The Yankees‘ rotation outlook flipped faster than a pancake on a hot griddle this offseason.
Before Gerrit Cole’s elbow injury reshaped the blueprint and Luis Gil’s timetable extended into the summer, the Yankees were reportedly weighing trade offers for veteran right-hander Marcus Stroman. The logic made sense at the time — a declining arm with contract complications and limited upside — but as injuries mounted, Stroman quickly went from surplus to necessity.
Stroman’s Velocity Drop Raised Red Flags
Stroman’s 2024 campaign offered little encouragement that his better days were still ahead. His average fastball velocity dipped from 92.2 mph in 2023 to just 90.6 mph across 154.2 innings — a troubling sign for a pitcher who relies on deception and command rather than overpowering stuff.

He finished with a 4.31 ERA and a career-low 6.58 strikeouts per nine innings, while his ground ball rate — his bread and butter — slipped nearly 8% to 49.2%. That erosion in effectiveness made him an expendable piece before the Yankees’ rotation started falling apart like a house of cards.
A Change in Circumstance
With Cole out for the season and Gil not expected back for several months, Stroman’s status within the rotation shifted overnight. The Yankees suddenly had no choice but to ride it out with the 33-year-old — a pitcher once penciled in as trade bait now positioned as a critical innings-eater.

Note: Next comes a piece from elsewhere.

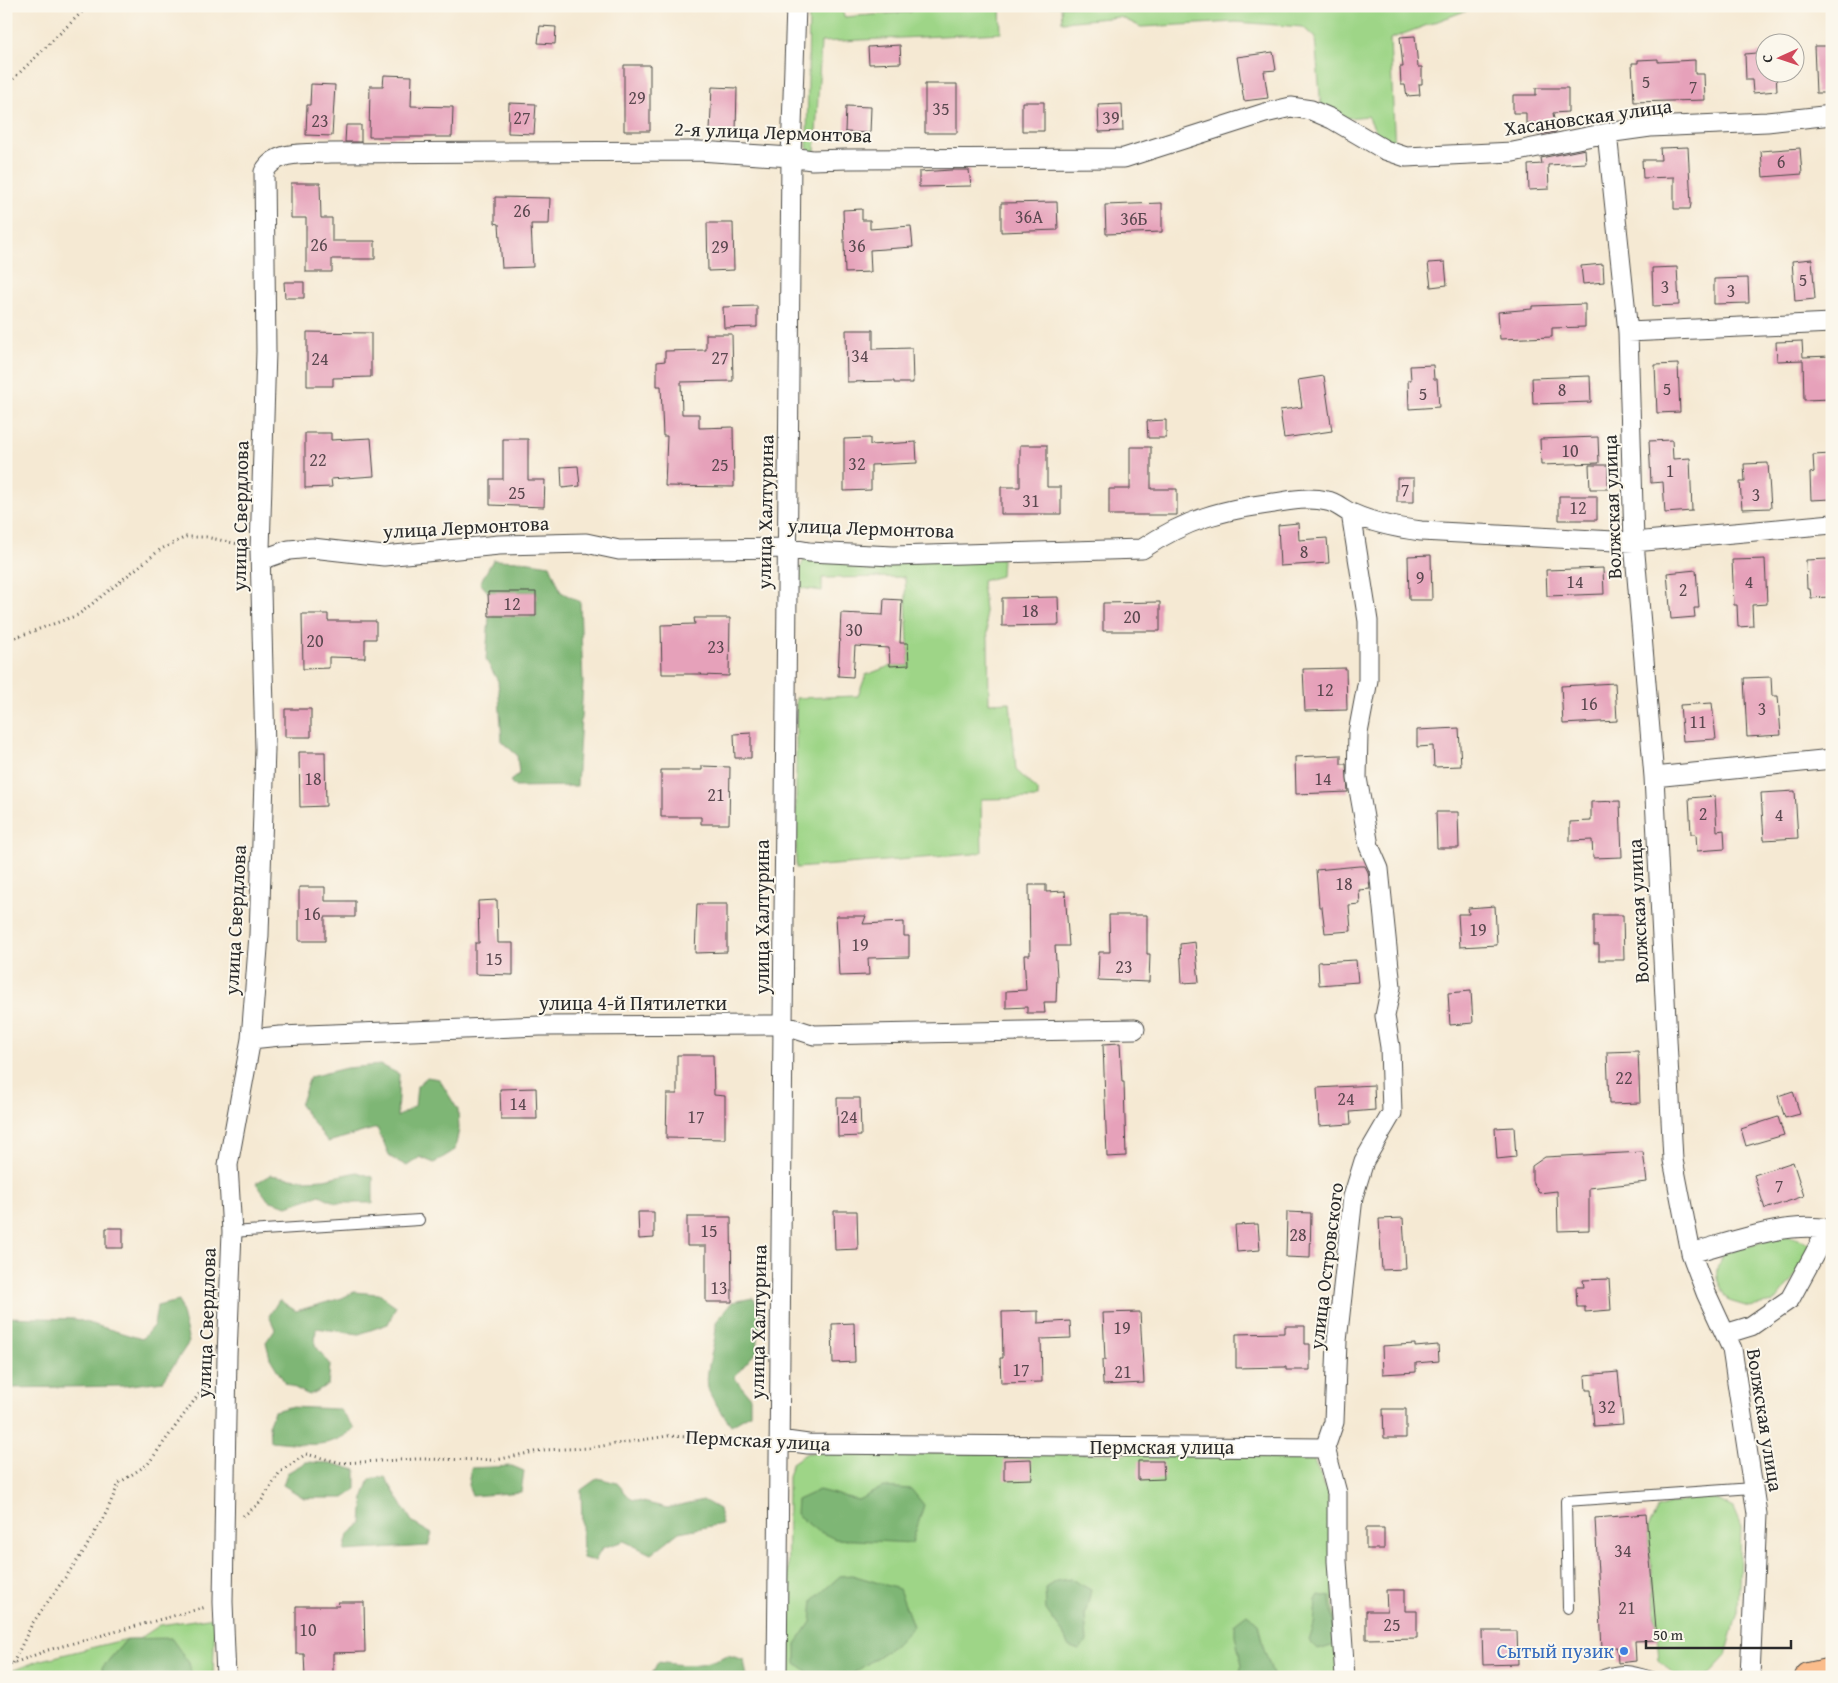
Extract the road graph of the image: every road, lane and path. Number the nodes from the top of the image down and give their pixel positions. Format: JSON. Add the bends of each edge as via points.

He opened his 2025 account with a rocky outing, allowing a 5.79 ERA over 4.2 innings, struggling to command his pitches or keep hitters off balance. The hope is that he can hold the line until reinforcements like Clarke Schmidt and Gil return, but Stroman’s ceiling may be capped — both literally and contractually.

A Contract Clause the Yankees Are Watching Closely
Here’s the tricky part for New York: Stroman has a 2026 player option that activates if he surpasses 140 innings this season.
Given his declining stuff and uncertain consistency, the Yankees are hoping to avoid that threshold. If Schmidt and Gil return healthy, the team may look to reduce Stroman’s workload or possibly move on entirely before that trigger becomes an issue.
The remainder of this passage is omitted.